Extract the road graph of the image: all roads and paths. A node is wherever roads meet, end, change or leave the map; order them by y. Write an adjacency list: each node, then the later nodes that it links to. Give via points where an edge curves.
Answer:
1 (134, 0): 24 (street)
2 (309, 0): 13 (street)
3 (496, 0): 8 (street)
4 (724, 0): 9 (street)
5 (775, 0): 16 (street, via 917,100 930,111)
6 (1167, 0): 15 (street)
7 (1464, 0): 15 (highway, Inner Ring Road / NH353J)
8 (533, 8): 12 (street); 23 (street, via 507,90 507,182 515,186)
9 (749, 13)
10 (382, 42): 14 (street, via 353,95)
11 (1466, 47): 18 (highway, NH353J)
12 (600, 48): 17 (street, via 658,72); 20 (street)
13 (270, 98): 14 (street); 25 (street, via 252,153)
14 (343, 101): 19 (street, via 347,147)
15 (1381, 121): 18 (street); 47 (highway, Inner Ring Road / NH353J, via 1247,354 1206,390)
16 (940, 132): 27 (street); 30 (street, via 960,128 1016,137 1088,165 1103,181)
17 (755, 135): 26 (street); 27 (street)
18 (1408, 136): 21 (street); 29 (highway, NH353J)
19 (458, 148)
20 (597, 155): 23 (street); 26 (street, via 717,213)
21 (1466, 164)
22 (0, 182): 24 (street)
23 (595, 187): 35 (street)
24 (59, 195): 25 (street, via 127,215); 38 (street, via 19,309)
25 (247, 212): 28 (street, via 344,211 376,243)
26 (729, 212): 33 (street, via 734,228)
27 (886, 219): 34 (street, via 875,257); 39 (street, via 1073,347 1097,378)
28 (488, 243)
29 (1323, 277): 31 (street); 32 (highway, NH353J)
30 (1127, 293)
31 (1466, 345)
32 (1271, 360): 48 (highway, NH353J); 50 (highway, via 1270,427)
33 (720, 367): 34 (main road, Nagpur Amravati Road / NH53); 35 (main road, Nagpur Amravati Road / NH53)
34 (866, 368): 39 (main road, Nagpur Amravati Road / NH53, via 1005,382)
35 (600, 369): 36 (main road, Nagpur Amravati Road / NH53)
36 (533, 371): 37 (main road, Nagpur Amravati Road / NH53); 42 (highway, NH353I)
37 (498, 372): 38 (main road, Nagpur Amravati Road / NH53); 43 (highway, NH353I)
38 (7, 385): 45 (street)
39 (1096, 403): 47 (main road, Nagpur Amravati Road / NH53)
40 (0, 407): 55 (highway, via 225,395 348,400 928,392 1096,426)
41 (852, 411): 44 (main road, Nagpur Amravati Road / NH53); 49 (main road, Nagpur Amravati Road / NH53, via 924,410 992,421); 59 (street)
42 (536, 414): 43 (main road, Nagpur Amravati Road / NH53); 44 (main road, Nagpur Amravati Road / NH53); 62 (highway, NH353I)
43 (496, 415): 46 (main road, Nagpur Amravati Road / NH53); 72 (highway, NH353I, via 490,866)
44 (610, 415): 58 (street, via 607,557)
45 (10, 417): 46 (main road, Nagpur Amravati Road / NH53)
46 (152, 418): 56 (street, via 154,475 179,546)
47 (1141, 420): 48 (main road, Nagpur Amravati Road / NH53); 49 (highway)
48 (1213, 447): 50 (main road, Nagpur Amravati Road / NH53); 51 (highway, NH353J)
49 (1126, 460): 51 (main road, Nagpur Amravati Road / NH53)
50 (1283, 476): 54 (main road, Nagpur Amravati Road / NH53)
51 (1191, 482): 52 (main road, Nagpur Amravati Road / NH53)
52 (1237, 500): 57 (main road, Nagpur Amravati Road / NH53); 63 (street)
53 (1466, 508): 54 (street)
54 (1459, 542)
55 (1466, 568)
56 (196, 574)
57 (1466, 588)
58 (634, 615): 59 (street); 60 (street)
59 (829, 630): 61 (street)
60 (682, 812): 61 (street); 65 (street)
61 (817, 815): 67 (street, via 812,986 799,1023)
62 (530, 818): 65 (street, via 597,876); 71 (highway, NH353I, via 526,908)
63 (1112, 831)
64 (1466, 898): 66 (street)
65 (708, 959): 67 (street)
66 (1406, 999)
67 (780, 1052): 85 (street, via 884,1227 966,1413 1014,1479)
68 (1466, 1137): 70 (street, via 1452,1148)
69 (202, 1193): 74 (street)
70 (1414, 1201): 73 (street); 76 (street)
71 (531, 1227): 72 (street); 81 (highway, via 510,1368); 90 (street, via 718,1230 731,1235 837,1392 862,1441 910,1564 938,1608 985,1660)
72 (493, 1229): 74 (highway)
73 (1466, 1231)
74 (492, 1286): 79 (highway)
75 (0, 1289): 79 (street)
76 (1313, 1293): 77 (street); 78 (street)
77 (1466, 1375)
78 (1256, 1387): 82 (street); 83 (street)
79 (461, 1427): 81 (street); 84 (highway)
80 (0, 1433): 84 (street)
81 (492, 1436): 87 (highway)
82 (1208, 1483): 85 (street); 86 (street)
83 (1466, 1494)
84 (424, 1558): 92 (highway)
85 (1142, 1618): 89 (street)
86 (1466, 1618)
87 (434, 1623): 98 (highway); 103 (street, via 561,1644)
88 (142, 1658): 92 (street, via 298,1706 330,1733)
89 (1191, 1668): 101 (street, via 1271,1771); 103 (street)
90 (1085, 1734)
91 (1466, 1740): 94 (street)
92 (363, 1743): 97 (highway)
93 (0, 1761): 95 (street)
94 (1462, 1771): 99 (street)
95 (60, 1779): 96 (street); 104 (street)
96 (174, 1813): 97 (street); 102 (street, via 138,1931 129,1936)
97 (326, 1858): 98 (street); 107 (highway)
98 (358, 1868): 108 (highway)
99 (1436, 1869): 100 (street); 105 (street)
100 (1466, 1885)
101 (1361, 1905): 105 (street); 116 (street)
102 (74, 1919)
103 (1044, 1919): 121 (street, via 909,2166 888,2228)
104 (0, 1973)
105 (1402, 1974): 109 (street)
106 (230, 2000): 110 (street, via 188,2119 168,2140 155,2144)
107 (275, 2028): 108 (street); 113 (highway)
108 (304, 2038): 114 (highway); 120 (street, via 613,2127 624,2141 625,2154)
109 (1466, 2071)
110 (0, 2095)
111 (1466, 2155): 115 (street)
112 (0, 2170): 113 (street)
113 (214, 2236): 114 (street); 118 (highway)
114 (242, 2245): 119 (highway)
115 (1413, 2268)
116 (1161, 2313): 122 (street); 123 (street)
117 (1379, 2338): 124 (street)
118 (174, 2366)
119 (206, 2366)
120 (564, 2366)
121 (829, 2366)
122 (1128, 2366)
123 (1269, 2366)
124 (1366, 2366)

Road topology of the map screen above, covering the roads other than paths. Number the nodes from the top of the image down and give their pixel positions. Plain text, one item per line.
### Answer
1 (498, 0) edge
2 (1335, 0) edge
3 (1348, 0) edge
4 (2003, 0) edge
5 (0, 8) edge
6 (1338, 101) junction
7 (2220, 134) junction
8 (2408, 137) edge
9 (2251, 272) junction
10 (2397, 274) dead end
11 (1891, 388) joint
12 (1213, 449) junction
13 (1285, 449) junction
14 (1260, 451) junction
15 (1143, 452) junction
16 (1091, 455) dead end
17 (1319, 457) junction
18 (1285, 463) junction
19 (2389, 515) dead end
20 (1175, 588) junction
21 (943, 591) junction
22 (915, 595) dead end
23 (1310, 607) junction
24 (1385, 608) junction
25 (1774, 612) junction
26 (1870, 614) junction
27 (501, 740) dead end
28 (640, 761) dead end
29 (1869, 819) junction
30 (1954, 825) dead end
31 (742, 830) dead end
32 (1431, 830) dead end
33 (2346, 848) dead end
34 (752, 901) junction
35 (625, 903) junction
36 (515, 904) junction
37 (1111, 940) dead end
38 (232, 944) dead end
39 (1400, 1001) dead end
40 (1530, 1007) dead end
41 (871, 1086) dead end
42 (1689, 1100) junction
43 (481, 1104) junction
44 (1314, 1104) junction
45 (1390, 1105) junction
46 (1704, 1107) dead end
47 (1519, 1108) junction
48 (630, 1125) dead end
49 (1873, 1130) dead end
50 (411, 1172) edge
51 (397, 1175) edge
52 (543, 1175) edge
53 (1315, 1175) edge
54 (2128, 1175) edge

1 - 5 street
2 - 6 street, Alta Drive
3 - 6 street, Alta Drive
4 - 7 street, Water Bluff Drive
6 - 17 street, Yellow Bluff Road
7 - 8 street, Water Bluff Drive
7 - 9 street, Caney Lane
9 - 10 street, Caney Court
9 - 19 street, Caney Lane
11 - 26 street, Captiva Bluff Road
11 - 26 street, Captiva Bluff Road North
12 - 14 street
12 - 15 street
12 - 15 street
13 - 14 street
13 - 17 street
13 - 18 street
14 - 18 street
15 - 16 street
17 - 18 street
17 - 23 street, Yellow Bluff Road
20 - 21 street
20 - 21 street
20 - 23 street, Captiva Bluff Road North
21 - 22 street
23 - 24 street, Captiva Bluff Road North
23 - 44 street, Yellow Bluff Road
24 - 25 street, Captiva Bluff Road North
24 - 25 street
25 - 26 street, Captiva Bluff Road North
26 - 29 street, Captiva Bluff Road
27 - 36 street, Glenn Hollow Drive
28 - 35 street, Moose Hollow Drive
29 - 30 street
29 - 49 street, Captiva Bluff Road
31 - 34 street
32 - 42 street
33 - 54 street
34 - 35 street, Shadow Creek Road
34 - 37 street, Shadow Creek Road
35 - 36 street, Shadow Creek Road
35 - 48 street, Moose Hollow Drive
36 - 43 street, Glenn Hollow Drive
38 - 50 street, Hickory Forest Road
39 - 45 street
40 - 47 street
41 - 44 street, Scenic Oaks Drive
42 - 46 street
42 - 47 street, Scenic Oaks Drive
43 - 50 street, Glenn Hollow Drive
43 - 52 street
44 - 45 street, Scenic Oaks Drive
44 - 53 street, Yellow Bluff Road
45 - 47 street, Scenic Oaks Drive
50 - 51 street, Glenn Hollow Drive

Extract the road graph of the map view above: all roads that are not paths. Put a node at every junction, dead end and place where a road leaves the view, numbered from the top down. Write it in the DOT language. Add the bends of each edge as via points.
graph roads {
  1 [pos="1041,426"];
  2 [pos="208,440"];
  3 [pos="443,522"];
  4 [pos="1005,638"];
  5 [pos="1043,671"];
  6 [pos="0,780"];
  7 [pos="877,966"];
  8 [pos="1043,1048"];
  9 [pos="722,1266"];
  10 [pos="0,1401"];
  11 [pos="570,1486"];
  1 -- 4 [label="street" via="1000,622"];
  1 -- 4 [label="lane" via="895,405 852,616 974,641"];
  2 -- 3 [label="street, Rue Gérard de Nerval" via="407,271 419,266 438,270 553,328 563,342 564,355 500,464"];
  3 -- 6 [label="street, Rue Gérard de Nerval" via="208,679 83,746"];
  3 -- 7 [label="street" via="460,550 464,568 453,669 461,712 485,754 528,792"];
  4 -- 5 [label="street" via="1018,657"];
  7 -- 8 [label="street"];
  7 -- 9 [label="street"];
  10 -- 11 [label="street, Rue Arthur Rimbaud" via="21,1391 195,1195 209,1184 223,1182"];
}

+++

» Your objective
On how many lines of the listing does the string "Scenic" appear? Only the number should be given.

» Solution to the problem
4